Sabtu, 18 Mei 2024
32 C
Surabaya
More
    OpiniPojok TransparansiMenunggu Janji Prabowo-Gibran

    Menunggu Janji Prabowo-Gibran

    Oleh H.S. Makin Rahmat – Ketua SMSI Jatim

    Komisi Pemilihan Umum (KPU) telah mengesahkan pasangan Prabowo Subianto dan Gibran Rakabuming Raka sebagai Presiden dan Wapres 2024-2029. Tentu rakyat Indonesia berharap cita-cita mulia menuju Indonesia Emas 2045, bukan sekedar janji belaka, apalagi sampai menciderai demokrasi. Prabowo – Gibran akan resmi dilantik sebagai Presiden pasa Oktober nanti

    Dalam berbagai momen, obralan kelas warteg, diskusi panel, forum group discussion (FGD), hingga jamaah di teras tempat ibadah mengimpikan (mengidolakan) sosok pemimpin yang bukan menebar janji, namun mewujudkan bukti.

    Singkatnya, bagaimana rakyat mengamini sosok pemimpin yang mampu mewujudkan gemah Ripah loh jinawi, tentrem kerto raharjo. Baldathun thoyyibatun wa robbur ghofuur.

    Mengutip literasi dalil tentu pada takaran empiris, gampang diucap susah dipraktekkan. Apalagi, kalau fasilitas seorang penggede bergelimang harta, serba wah bak hidup di surga. Akhirnya, lupa bahwa saat ini hidup di dunia sebagai roda kehidupan sementara.

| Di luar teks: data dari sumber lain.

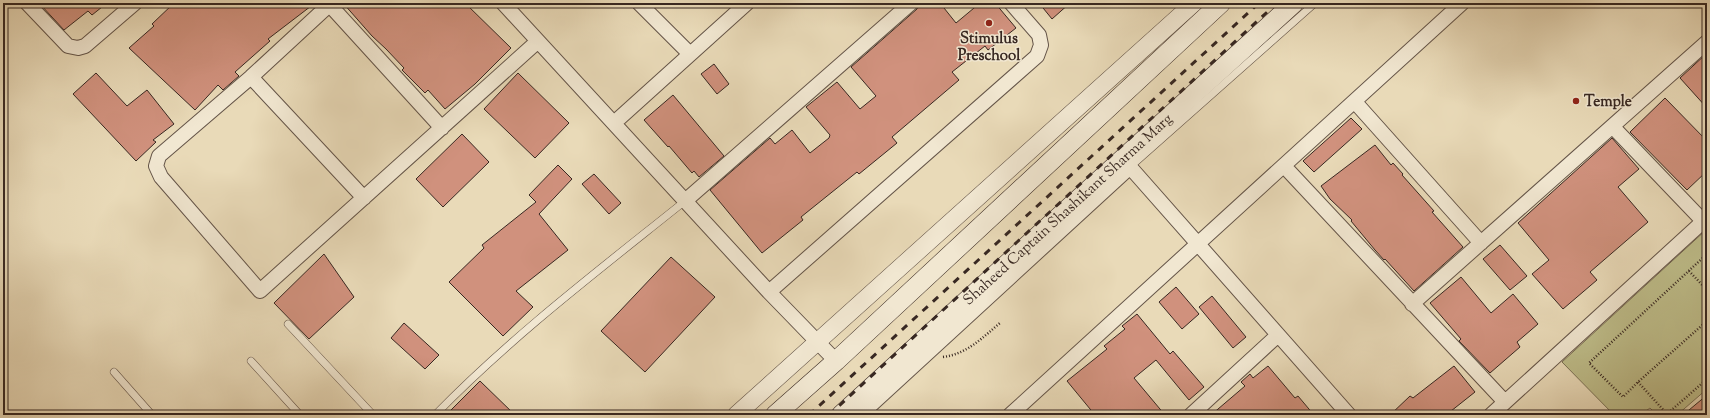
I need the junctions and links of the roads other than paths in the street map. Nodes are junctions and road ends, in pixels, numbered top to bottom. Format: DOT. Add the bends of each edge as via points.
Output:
graph roads {
  1 [pos="27,3"];
  2 [pos="135,3"];
  3 [pos="503,3"];
  4 [pos="639,3"];
  5 [pos="747,3"];
  6 [pos="911,3"];
  7 [pos="1011,3"];
  8 [pos="1194,3"];
  9 [pos="1221,3"];
  10 [pos="1315,3"];
  11 [pos="1462,3"];
  12 [pos="329,4"];
  13 [pos="1289,6"];
  14 [pos="538,41"];
  15 [pos="1707,42"];
  16 [pos="690,54"];
  17 [pos="251,77"];
  18 [pos="1355,102"];
  19 [pos="614,123"];
  20 [pos="1613,127"];
  21 [pos="442,128"];
  22 [pos="1127,163"];
  23 [pos="1284,166"];
  24 [pos="364,198"];
  25 [pos="685,201"];
  26 [pos="1705,220"];
  27 [pos="1482,243"];
  28 [pos="1197,244"];
  29 [pos="769,292"];
  30 [pos="1412,304"];
  31 [pos="288,324"];
  32 [pos="1278,335"];
  33 [pos="818,341"];
  34 [pos="251,361"];
  35 [pos="836,361"];
  36 [pos="114,372"];
  37 [pos="1505,402"];
  38 [pos="866,413"];
  39 [pos="1194,414"];
  40 [pos="1494,414"];
  41 [pos="152,415"];
  42 [pos="300,415"];
  43 [pos="373,415"];
  44 [pos="435,415"];
  45 [pos="736,415"];
  46 [pos="775,415"];
  47 [pos="842,415"];
  48 [pos="1010,415"];
  49 [pos="1349,415"];
  1 -- 2 [label="street" via="68,46 78,48 85,46"];
  3 -- 14 [label="street"];
  4 -- 16 [label="street"];
  5 -- 16 [label="street"];
  6 -- 25 [label="street"];
  7 -- 29 [label="street" via="1039,35 1041,45 1036,56"];
  8 -- 33 [label="street"];
  9 -- 35 [label="main road"];
  10 -- 22 [label="lane"];
  11 -- 18 [label="street"];
  12 -- 17 [label="street"];
  12 -- 21 [label="street"];
  13 -- 22 [label="main road, Shaheed Captain Shashikant Sharma Marg"];
  14 -- 19 [label="street"];
  14 -- 21 [label="street"];
  15 -- 20 [label="street"];
  16 -- 19 [label="street"];
  17 -- 24 [label="street"];
  17 -- 24 [label="street" via="159,156 156,166 161,177 260,291"];
  18 -- 23 [label="street"];
  18 -- 27 [label="street"];
  19 -- 25 [label="street"];
  20 -- 26 [label="street"];
  20 -- 27 [label="street"];
  21 -- 24 [label="street"];
  22 -- 28 [label="street"];
  22 -- 38 [label="street"];
  22 -- 47 [label="main road, Shaheed Captain Shashikant Sharma Marg"];
  23 -- 28 [label="street"];
  23 -- 30 [label="street"];
  25 -- 29 [label="street"];
  25 -- 44 [label="lane" via="508,344"];
  26 -- 37 [label="street"];
  27 -- 30 [label="street"];
  28 -- 32 [label="street"];
  28 -- 48 [label="street"];
  29 -- 33 [label="street"];
  30 -- 37 [label="street"];
  31 -- 43 [label="lane"];
  32 -- 39 [label="street"];
  32 -- 49 [label="street"];
  33 -- 35 [label="street"];
  33 -- 45 [label="street"];
  34 -- 42 [label="lane"];
  35 -- 46 [label="main road"];
  36 -- 41 [label="lane"];
  37 -- 40 [label="street"];
}
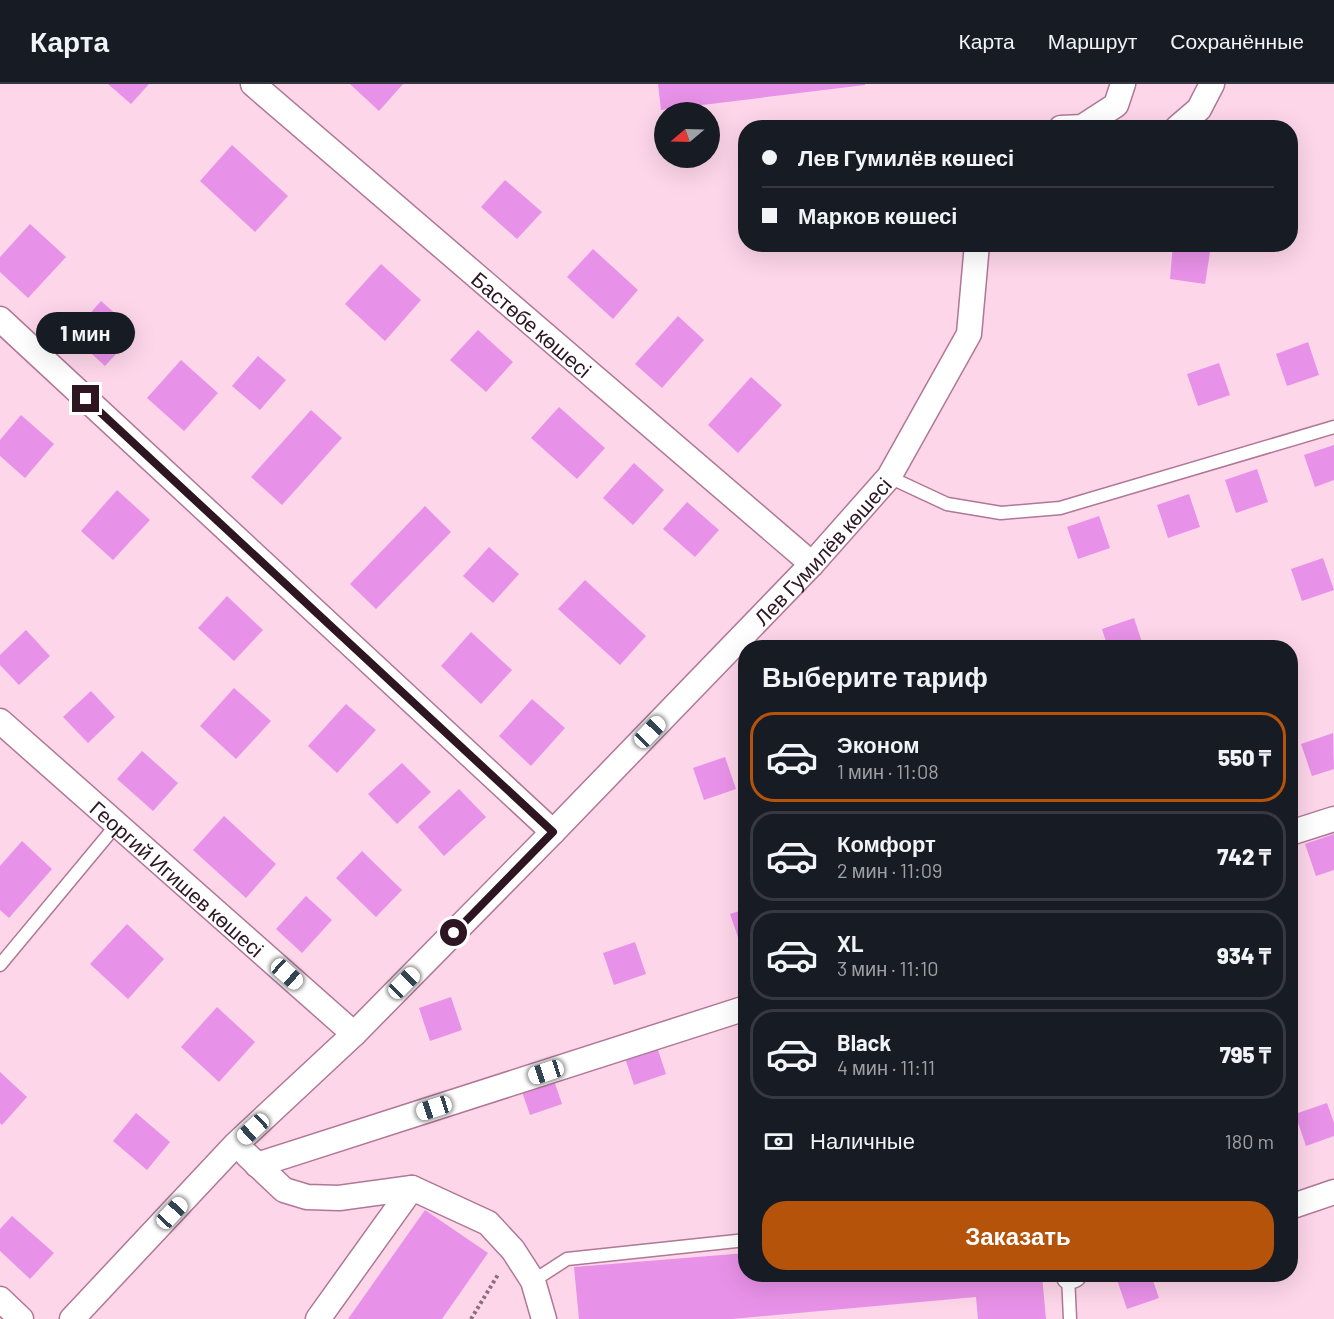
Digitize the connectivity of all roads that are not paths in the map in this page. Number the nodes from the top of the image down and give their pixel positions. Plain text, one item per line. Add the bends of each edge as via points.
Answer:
1 (253, 84) edge
2 (1123, 84) edge
3 (1212, 84) edge
4 (1094, 120) edge
5 (1186, 120) edge
6 (976, 252) edge
7 (0, 319) edge
8 (1334, 427) edge
9 (889, 477) junction
10 (812, 564) junction
11 (739, 640) edge
12 (738, 641) edge
13 (0, 721) edge
14 (1334, 819) edge
15 (118, 823) junction
16 (1298, 830) edge
17 (553, 832) junction
18 (0, 964) edge
19 (738, 1011) edge
20 (354, 1034) junction
21 (237, 1144) junction
22 (257, 1165) junction
23 (412, 1188) junction
24 (1334, 1191) edge
25 (1298, 1204) edge
26 (738, 1241) edge
27 (534, 1281) junction
28 (1070, 1282) edge
29 (0, 1299) edge
30 (21, 1319) edge
31 (72, 1319) edge
32 (318, 1319) edge
33 (544, 1319) edge
34 (1070, 1319) edge

1 - 10 street, Бастөбе көшесі
2 - 4 street via 1116,105
3 - 5 street via 1198,110
6 - 9 street, Лев Гумилёв көшесі via 969,334
7 - 17 street
8 - 9 lane via 1060,508 1001,513 947,504
9 - 10 street, Лев Гумилёв көшесі
10 - 11 street, Лев Гумилёв көшесі
12 - 17 street, Лев Гумилёв көшесі
13 - 15 street, Георгий Игишев көшесі
14 - 16 street
15 - 18 lane
15 - 20 street, Георгий Игишев көшесі
17 - 20 street, Лев Гумилёв көшесі
19 - 22 street
20 - 21 street, Лев Гумилёв көшесі
21 - 22 street
21 - 31 street, Лев Гумилёв көшесі
22 - 23 street via 284,1191 307,1197 339,1198
23 - 27 street via 488,1223
23 - 32 street
24 - 25 street
26 - 27 lane via 567,1259
27 - 33 street
28 - 34 lane
29 - 30 street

    Ijinkan ditulisan yang sederhana ini mengupas kembali figur tauladan, yang patut menjadi perenungan bersama. Siapa yang tidak kenal Umar bin Abdul Aziz. Para ahli sejarah Islam menggelari Umar bin Abdul Aziz sebagai “Khulafaur rasyidin kelima.” Julukan tersebut menandakan ketinggian akhlaknya yg seperti keempat pemimpin sekaligus sahabat Nabi SAW itu: Abu Bakar ash-Shiddiq, Umar bin Khattab, Utsman bin Affan, dan Ali bin Abi Thalib.

    Karakteristiknya memang bertolak belakang dg mayoritas raja Dinasti Umayyah. Bila kaum elite sebelum dan setelahnya menyukai kemewahan, dirinya cenderung hidup bersahaja. Walaupun menjabat sebagai orang nomor satu di seantero negeri, sang amirul mukminin selalu memenuhi kebutuhan harian selayaknya rakyat biasa.

    Ia sesungguhnya berhak menempati istana kesultanan yang megah. Namun, bangunan besar itu diserahkannya kepada keluarga pendahulunya, Sulaiman bin Abdul Malik. Ia sendiri memilih rumah kecil nan reot sebagai hunian. Perangainya persis seperti Khalifah Umar pada zaman Khulafaur rasyidin. Karena itu, banyak kalangan menyebutnya Umar II.

    Bagaimana sosok Umar bin Abdul Aziz menjadi pemimpin mumpuni? Tidak lepas dari bibit-bobot-bebet. Artinya, kisah pada zaman Umar bin Khattab disampaikan sahabat Abdullah bin Zubair. Pada suatu malam, Khalifah Umar dengan ditemani Abdullah sedang melakukan patroli keliling Madinah.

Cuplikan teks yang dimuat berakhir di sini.